Among the changes, the law requires platforms to store video of notary sessions, directs the Department of State to include on its website a list of platform providers and allows court reporters to remotely swear in witnesses and newly admitted attorneys via audio-video technology. The law also prohibits platform users’ personal information to be sold.
A third bill (HB 54) that legislators sent to DeSantis with a Jan. 1 implementation date would have eliminated the state’s no-fault insurance system -- and its requirement that motorists carry personal-injury protection, or PIP, coverage. But that was among five bills that DeSantis vetoed from the 2021 session.

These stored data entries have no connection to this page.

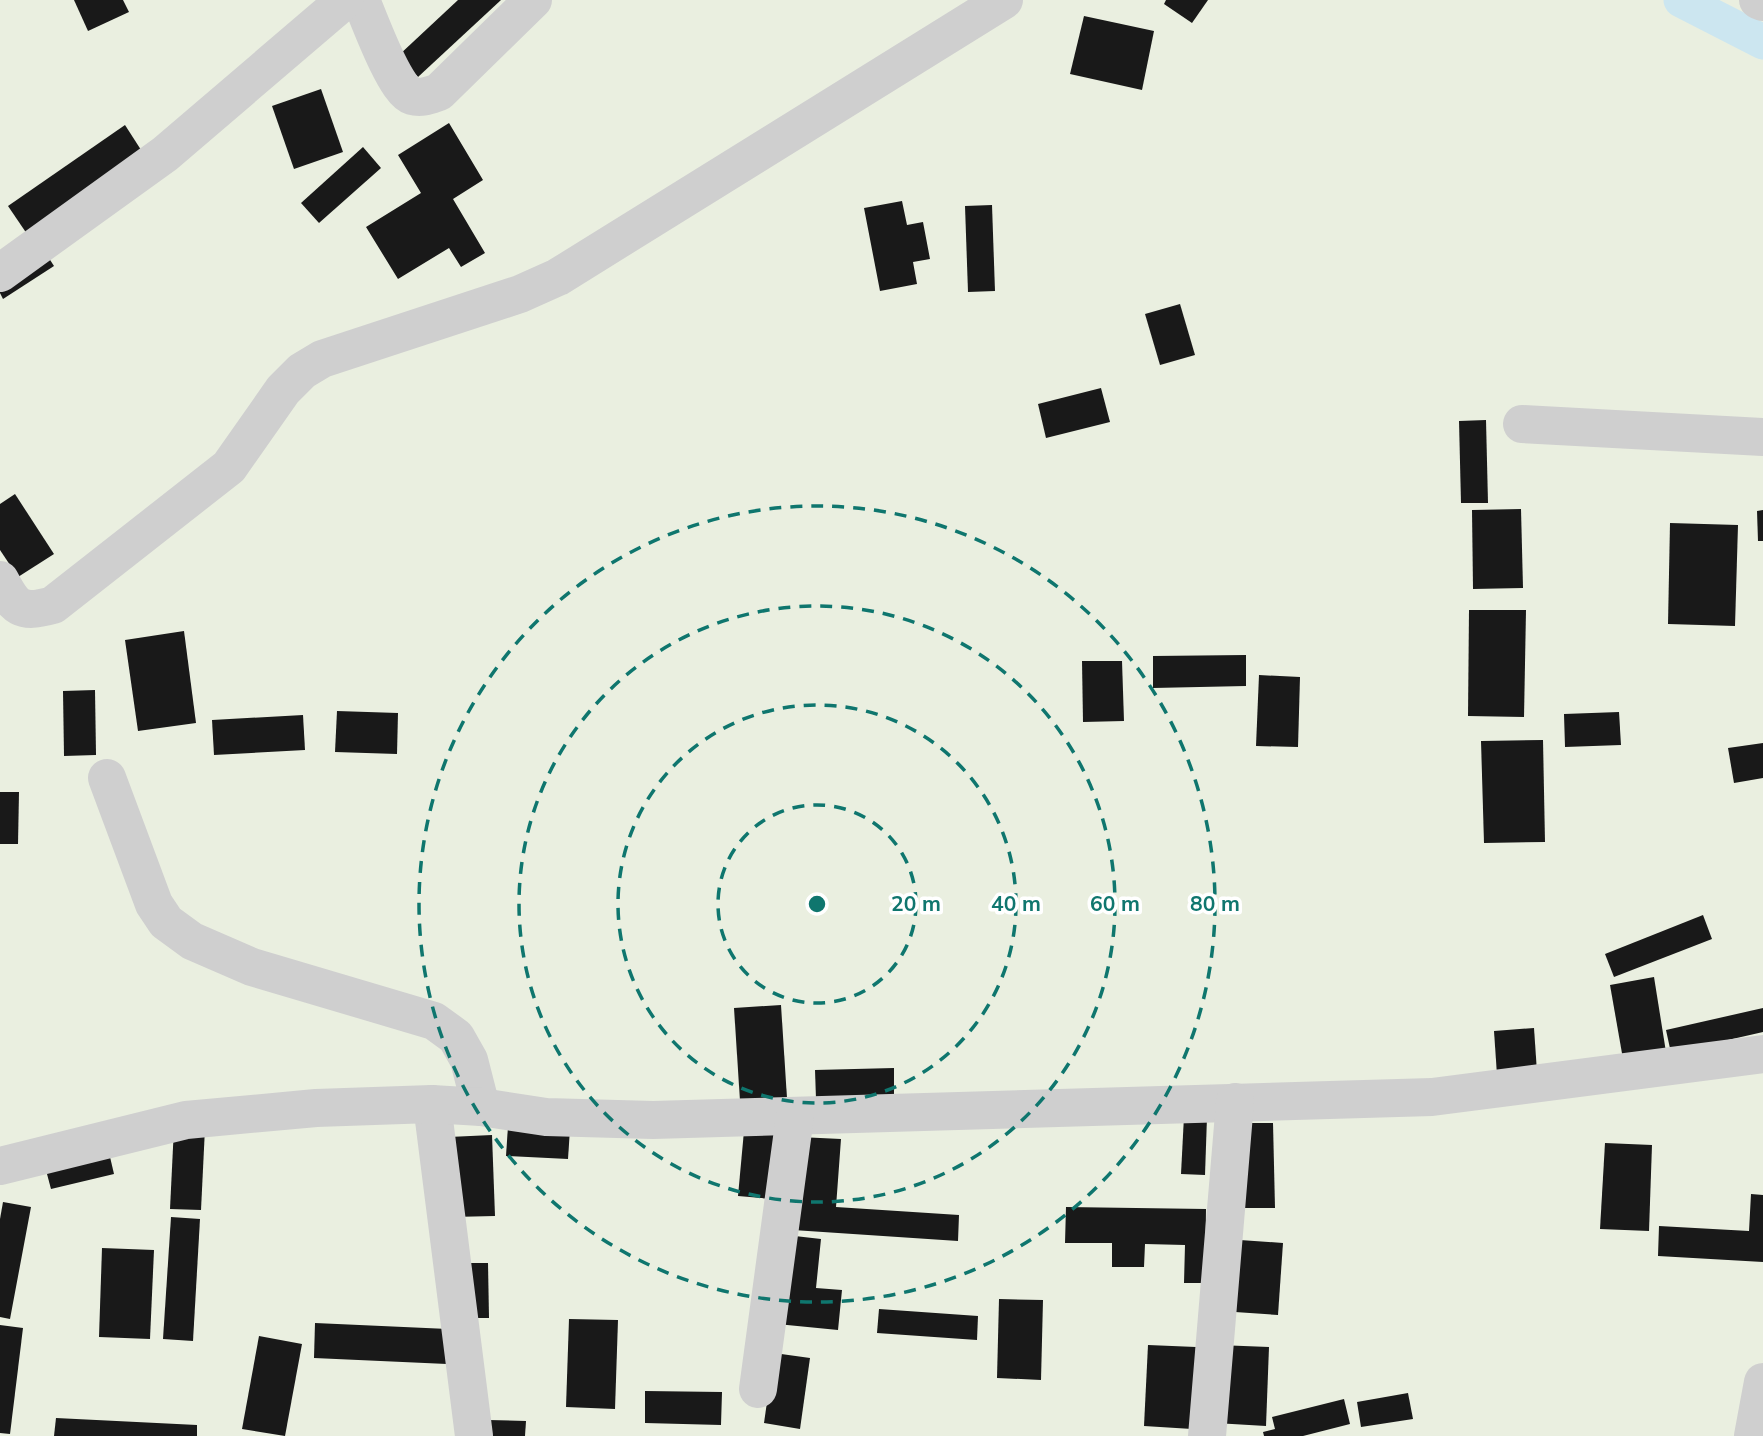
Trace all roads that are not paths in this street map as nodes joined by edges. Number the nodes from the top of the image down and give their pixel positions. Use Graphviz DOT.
graph roads {
  1 [pos="345,0"];
  2 [pos="360,0"];
  3 [pos="533,0"];
  4 [pos="1004,0"];
  5 [pos="0,273"];
  6 [pos="1522,424"];
  7 [pos="1763,437"];
  8 [pos="0,580"];
  9 [pos="107,778"];
  10 [pos="1763,1054"];
  11 [pos="1235,1102"];
  12 [pos="432,1104"];
  13 [pos="481,1107"];
  14 [pos="795,1116"];
  15 [pos="0,1166"];
  16 [pos="1763,1382"];
  17 [pos="758,1389"];
  18 [pos="474,1436"];
  19 [pos="1207,1436"];
  20 [pos="1753,1436"];
  1 -- 5 [label="street"];
  2 -- 3 [label="street"];
  4 -- 8 [label="street"];
  6 -- 7 [label="street"];
  9 -- 13 [label="street"];
  10 -- 11 [label="street"];
  11 -- 14 [label="street"];
  11 -- 19 [label="street"];
  12 -- 13 [label="street"];
  12 -- 15 [label="street"];
  12 -- 18 [label="street"];
  13 -- 14 [label="street"];
  14 -- 17 [label="street"];
  16 -- 20 [label="street"];
}
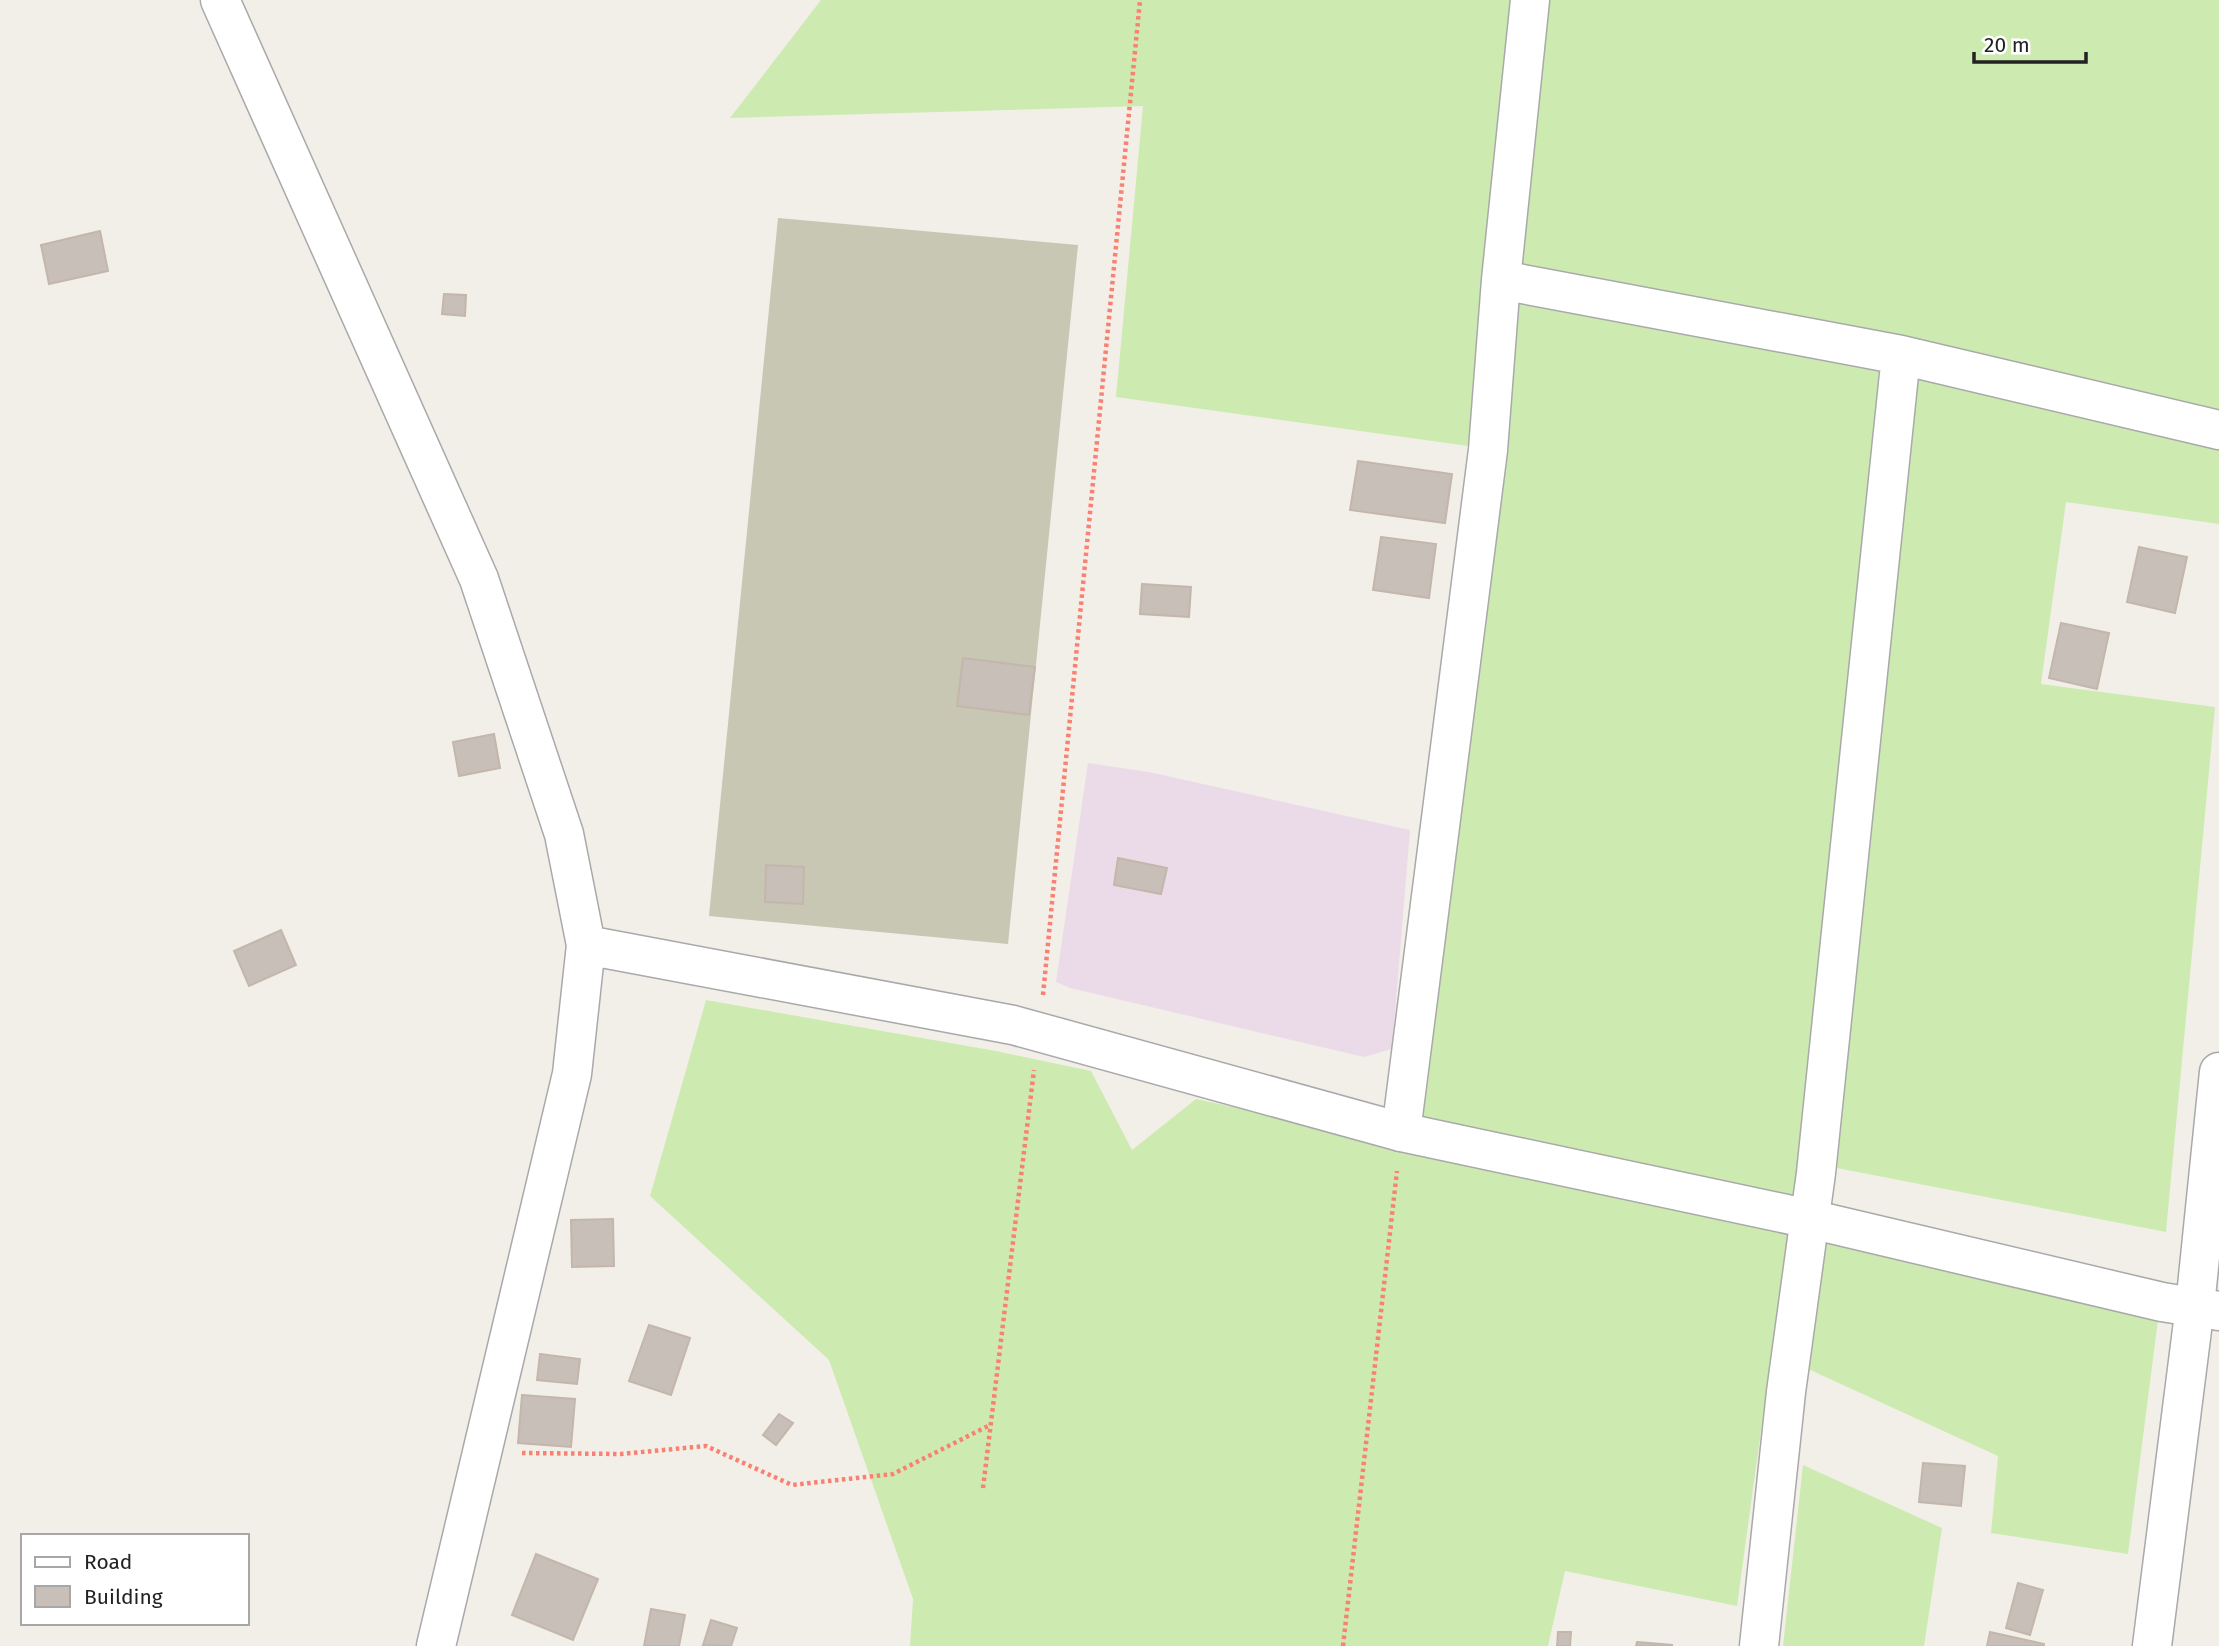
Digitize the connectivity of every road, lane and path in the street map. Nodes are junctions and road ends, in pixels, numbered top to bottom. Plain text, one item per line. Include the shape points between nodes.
1 (219, 0) edge
2 (1140, 0) edge
3 (1530, 0) edge
4 (1501, 280) junction
5 (1901, 355) junction
6 (2219, 430) edge
7 (586, 945) junction
8 (1039, 1032) junction
9 (2219, 1072) edge
10 (1401, 1132) junction
11 (1810, 1220) junction
12 (2207, 1309) edge
13 (990, 1425) junction
14 (482, 1453) junction
15 (983, 1488) dead end
16 (436, 1646) edge
17 (1343, 1646) edge
18 (1759, 1646) edge
19 (2152, 1646) edge

1 - 7 street via 479,579 564,834
2 - 8 path
3 - 4 street
4 - 5 street
4 - 10 street via 1486,464
5 - 6 street
5 - 11 street
7 - 8 street
7 - 14 street via 572,1074
8 - 10 street
8 - 13 path
9 - 12 street
10 - 11 street
10 - 17 path
11 - 12 street
11 - 18 street
12 - 19 street
13 - 14 path via 893,1474 792,1485 706,1446 621,1454
13 - 15 path
14 - 16 street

In vetoing the measure, DeSantis said the no-fault system has flaws and state law involving bad-faith litigation -- an issue that can lead to costly lawsuits over how insurers handle claims -- is “deficient.” However, DeSantis said the proposal didn’t “adequately address the current issues facing Florida drivers and may have unintended consequences that would negatively impact both the market and consumers.”
On Dec. 2, Senate President Wilton Simpson, R-Trilby, suggested the no-fault repeal issue could return in the 2022 session, which begins Jan. 11.
While it was not a result of the legislative session, employers will continue to see decreasing workers’ compensation insurance rates in 2022. Insurance Commissioner David Altmaier issued an order in November that set an average 4.9 percent decrease, with it starting to take effect Saturday.
That came after an average 6.6 percent decrease that took effect in 2021.
“Safer workplaces, innovative techniques, and improved risk management practices have resulted in the continued decline in workers’ compensation claims, ultimately benefiting Florida businesses,” Altmaier said in a prepared statement in November.